Exercise input Block Start

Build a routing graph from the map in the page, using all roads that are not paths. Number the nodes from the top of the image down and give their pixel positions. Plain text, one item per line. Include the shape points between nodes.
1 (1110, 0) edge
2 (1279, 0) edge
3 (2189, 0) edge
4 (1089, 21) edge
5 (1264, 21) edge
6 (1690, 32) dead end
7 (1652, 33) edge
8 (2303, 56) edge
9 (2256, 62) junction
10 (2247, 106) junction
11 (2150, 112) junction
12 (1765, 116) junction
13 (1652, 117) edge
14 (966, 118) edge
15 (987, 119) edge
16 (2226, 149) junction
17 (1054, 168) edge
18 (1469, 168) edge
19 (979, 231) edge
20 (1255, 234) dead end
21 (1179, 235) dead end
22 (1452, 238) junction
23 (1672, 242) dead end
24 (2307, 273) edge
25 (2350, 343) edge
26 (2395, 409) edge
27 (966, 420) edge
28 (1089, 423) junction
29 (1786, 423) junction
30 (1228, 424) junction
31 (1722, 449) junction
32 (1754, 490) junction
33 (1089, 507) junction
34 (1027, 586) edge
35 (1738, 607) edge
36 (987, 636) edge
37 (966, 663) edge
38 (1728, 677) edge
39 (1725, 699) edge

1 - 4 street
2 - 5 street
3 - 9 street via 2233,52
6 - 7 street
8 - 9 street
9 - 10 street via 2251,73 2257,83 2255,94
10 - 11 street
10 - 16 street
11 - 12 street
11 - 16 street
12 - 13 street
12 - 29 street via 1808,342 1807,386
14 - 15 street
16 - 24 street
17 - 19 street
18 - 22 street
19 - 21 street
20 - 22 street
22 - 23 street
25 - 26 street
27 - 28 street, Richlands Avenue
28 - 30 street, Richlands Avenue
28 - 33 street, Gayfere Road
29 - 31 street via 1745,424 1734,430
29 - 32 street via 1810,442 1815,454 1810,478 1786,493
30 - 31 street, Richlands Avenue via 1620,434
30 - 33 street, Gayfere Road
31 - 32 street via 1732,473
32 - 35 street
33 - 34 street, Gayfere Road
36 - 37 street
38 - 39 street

Exercise input Block End

Work to complete:
Copy out every line of the entries where the string "Richlands" shows up.

Answer for this exercise:
27 - 28 street, Richlands Avenue
28 - 30 street, Richlands Avenue
30 - 31 street, Richlands Avenue via 1620,434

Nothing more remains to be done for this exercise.